--- Task prompt ---
From the line with "ctx.lineTo(527, 1142);" through the line with "ctx.fillRect(0, 1213, 546, 370);", repeat the entries verbatim, both end lines included, and add nothing.

(Collected data)
Segment Open

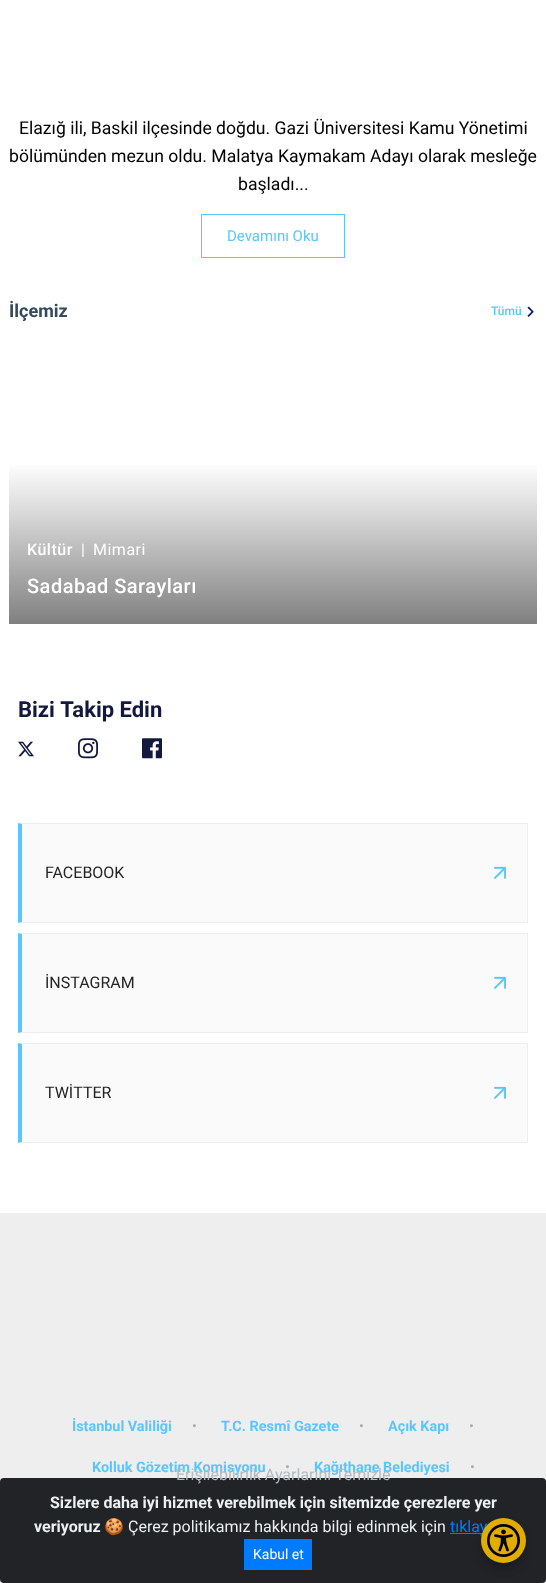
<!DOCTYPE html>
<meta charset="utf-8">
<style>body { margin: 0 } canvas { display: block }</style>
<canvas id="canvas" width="546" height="1583"></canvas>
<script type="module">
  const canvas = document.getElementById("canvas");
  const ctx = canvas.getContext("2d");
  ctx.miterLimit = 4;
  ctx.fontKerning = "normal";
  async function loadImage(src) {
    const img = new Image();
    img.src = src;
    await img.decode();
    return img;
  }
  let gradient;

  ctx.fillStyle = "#ffffff";
  ctx.fillRect(0, 0, 546, 1583);
  ctx.font = "17.6px Roboto";
  ctx.fillStyle = "#000000";
  ctx.fillText("Elazığ ili, Baskil ilçesinde doğdu. Gazi Üniversitesi Kamu Yönetimi", 19, 134);
  ctx.fillText("bölümünden mezun oldu. Malatya Kaymakam Adayı olarak mesleğe", 9, 162);
  ctx.fillText("başladı...", 238, 190);
  ctx.strokeStyle = "#59c6ff";
  ctx.strokeRect(201.5, 214.5, 143, 43);
  ctx.font = "15px Roboto";
  ctx.fillStyle = "#59c6ff";
  ctx.fillText("Devamını Oku", 227, 241);
  ctx.font = "bold 18px Roboto";
  ctx.fillStyle = "#34495e";
  ctx.fillText("İlçemiz", 9, 317);
  ctx.font = "500 12px Roboto";
  ctx.fillStyle = "#59c6ff";
  ctx.fillText("Tümü", 491, 315);
  ctx.drawImage(await loadImage("img1.png"), 527, 306, 7, 11);
  gradient = ctx.createLinearGradient(273, 462, 273, 624);
  gradient.addColorStop(0, "#ffffff");
  gradient.addColorStop(0.25, "#e1e1e1");
  gradient.addColorStop(1, "#808080");
  ctx.fillStyle = gradient;
  ctx.fillRect(9, 465, 528, 159);
  ctx.letterSpacing = "0.5px";
  ctx.font = "500 16px Roboto";
  ctx.fillStyle = "#ffffff";
  ctx.fillText("Kültür", 27, 555);
  ctx.font = "16px Roboto";
  ctx.fillText("|", 81, 555);
  ctx.fillText("Mimari", 93, 555);
  ctx.font = "500 20px Roboto";
  ctx.fillText("Sadabad Sarayları", 27, 593);
  ctx.letterSpacing = "0px";
  ctx.font = "bold 22px Roboto";
  ctx.fillStyle = "#13183e";
  ctx.fillText("Bizi Takip Edin", 18, 717);
  ctx.drawImage(await loadImage("img2.png"), 18, 741, 16, 16);
  ctx.drawImage(await loadImage("img3.png"), 78, 738, 20, 21);
  ctx.drawImage(await loadImage("img4.png"), 142, 738, 20, 21);
  ctx.fillStyle = "#fafafa";
  ctx.fillRect(22, 824, 505, 98);
  ctx.fillStyle = "#eeeeee";
  ctx.beginPath();
  ctx.moveTo(18, 823);
  ctx.lineTo(528, 823);
  ctx.lineTo(527, 824);
  ctx.lineTo(22, 824);
  ctx.closePath();
  ctx.fill();
  ctx.fillRect(527, 823, 1, 100);
  ctx.beginPath();
  ctx.moveTo(528, 923);
  ctx.lineTo(18, 923);
  ctx.lineTo(22, 922);
  ctx.lineTo(527, 922);
  ctx.closePath();
  ctx.fill();
  ctx.fillStyle = "#59c6ff";
  ctx.beginPath();
  ctx.moveTo(18, 923);
  ctx.lineTo(18, 823);
  ctx.lineTo(22, 824);
  ctx.lineTo(22, 922);
  ctx.closePath();
  ctx.fill();
  ctx.font = "16px Roboto";
  ctx.fillStyle = "#252525";
  ctx.fillText("FACEBOOK", 45, 878);
  ctx.drawImage(await loadImage("img5.png"), 494, 866, 12, 13);
  ctx.fillStyle = "#fafafa";
  ctx.fillRect(22, 934, 505, 98);
  ctx.fillStyle = "#eeeeee";
  ctx.beginPath();
  ctx.moveTo(18, 933);
  ctx.lineTo(528, 933);
  ctx.lineTo(527, 934);
  ctx.lineTo(22, 934);
  ctx.closePath();
  ctx.fill();
  ctx.fillRect(527, 933, 1, 100);
  ctx.beginPath();
  ctx.moveTo(528, 1033);
  ctx.lineTo(18, 1033);
  ctx.lineTo(22, 1032);
  ctx.lineTo(527, 1032);
  ctx.closePath();
  ctx.fill();
  ctx.fillStyle = "#59c6ff";
  ctx.beginPath();
  ctx.moveTo(18, 1033);
  ctx.lineTo(18, 933);
  ctx.lineTo(22, 934);
  ctx.lineTo(22, 1032);
  ctx.closePath();
  ctx.fill();
  ctx.fillStyle = "#252525";
  ctx.fillText("İNSTAGRAM", 45, 988);
  ctx.drawImage(await loadImage("img5.png"), 494, 976, 12, 13);
  ctx.fillStyle = "#fafafa";
  ctx.fillRect(22, 1044, 505, 98);
  ctx.fillStyle = "#eeeeee";
  ctx.beginPath();
  ctx.moveTo(18, 1043);
  ctx.lineTo(528, 1043);
  ctx.lineTo(527, 1044);
  ctx.lineTo(22, 1044);
  ctx.closePath();
  ctx.fill();
  ctx.fillRect(527, 1043, 1, 100);
  ctx.beginPath();
  ctx.moveTo(528, 1143);
  ctx.lineTo(18, 1143);
  ctx.lineTo(22, 1142);
  ctx.lineTo(527, 1142);
  ctx.closePath();
  ctx.fill();
  ctx.fillStyle = "#59c6ff";
  ctx.beginPath();
  ctx.moveTo(18, 1143);
  ctx.lineTo(18, 1043);
  ctx.lineTo(22, 1044);
  ctx.lineTo(22, 1142);
  ctx.closePath();
  ctx.fill();
  ctx.fillStyle = "#252525";
  ctx.fillText("TWİTTER", 45, 1098);
  ctx.drawImage(await loadImage("img5.png"), 494, 1086, 12, 13);
  ctx.fillStyle = "#eeeeee";
  ctx.fillRect(0, 1213, 546, 370);
  ctx.font = "bold 14.4px Roboto";
  ctx.fillStyle = "#59c6ff";
  ctx.fillText("İstanbul Valiliği", 72, 1431);
  ctx.font = "14.4px Roboto";
  ctx.fillStyle = "#aaaaaa";
  ctx.fillText("•", 192, 1431);
  ctx.font = "bold 14.4px Roboto";
  ctx.fillStyle = "#59c6ff";
  ctx.fillText("T.C. Resmî Gazete", 221, 1431);
  ctx.font = "14.4px Roboto";
  ctx.fillStyle = "#aaaaaa";
  ctx.fillText("•", 359, 1431);
  ctx.font = "bold 14.4px Roboto";
  ctx.fillStyle = "#59c6ff";
  ctx.fillText("Açık Kapı", 388, 1431);
  ctx.font = "14.4px Roboto";
  ctx.fillStyle = "#aaaaaa";
  ctx.fillText("•", 469, 1431);
  ctx.font = "bold 14.4px Roboto";
  ctx.fillStyle = "#59c6ff";
  ctx.fillText("Kolluk Gözetim Komisyonu", 92, 1472);
  ctx.font = "14.4px Roboto";
  ctx.fillStyle = "#aaaaaa";
  ctx.fillText("•", 285, 1472);
  ctx.font = "bold 14.4px Roboto";
  ctx.fillStyle = "#59c6ff";
  ctx.fillText("Kağıthane Belediyesi", 314, 1472);
  ctx.font = "14.4px Roboto";
  ctx.fillStyle = "#aaaaaa";
  ctx.fillText("•", 470, 1472);
  ctx.fillStyle = "#212327";
  ctx.beginPath();
  ctx.roundRect(0, 1478, 546, 105, 4);
  ctx.fill();
  ctx.font = "16px Roboto";
  ctx.fillStyle = "#b1bbc1";
  ctx.fillText("Erişilebilirlik Ayarlarını Temizle", 176, 1480);
  ctx.fillStyle = "#007bff";
  ctx.fillRect(450, 1533, 33, 1);
  ctx.fillStyle = "rgba(0, 0, 0, 0.2)";
  ctx.filter = "blur(4px)";
  ctx.beginPath();
  ctx.roundRect(481, 1524, 45, 45, 22.5);
  ctx.fill();
  ctx.filter = "none";
  ctx.fillStyle = "#007bff";
  ctx.fillText("tıklay", 450, 1532);
  ctx.fillStyle = "#e1ad01";
  ctx.beginPath();
  ctx.arc(503.5, 1540.5, 22.5, 0, Math.PI * 2);
  ctx.fill();
  ctx.drawImage(await loadImage("img6.png"), 487, 1524, 33, 33);
  ctx.font = "bold 16px Roboto";
  ctx.fillStyle = "#ecf0f1";
  ctx.fillText("Sizlere daha iyi hizmet verebilmek için sitemizde çerezlere yer", 50, 1508);
  ctx.fillText("veriyoruz", 34, 1532);
  ctx.font = "16px Noto Color Emoji";
  ctx.fillText("🍪", 104, 1532);
  ctx.font = "16px Roboto";
  ctx.fillText("Çerez politikamız hakkında bilgi edinmek için", 128, 1532);
  ctx.fillStyle = "#007bff";
  ctx.fillRect(244, 1539, 68, 31);
  ctx.font = "14px Roboto";
  ctx.fillStyle = "#ffffff";
  ctx.fillText("Kabul et", 253, 1559);
</script>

Segment Closed

--- Exercise result ---
  ctx.lineTo(527, 1142);
  ctx.closePath();
  ctx.fill();
  ctx.fillStyle = "#59c6ff";
  ctx.beginPath();
  ctx.moveTo(18, 1143);
  ctx.lineTo(18, 1043);
  ctx.lineTo(22, 1044);
  ctx.lineTo(22, 1142);
  ctx.closePath();
  ctx.fill();
  ctx.fillStyle = "#252525";
  ctx.fillText("TWİTTER", 45, 1098);
  ctx.drawImage(await loadImage("img5.png"), 494, 1086, 12, 13);
  ctx.fillStyle = "#eeeeee";
  ctx.fillRect(0, 1213, 546, 370);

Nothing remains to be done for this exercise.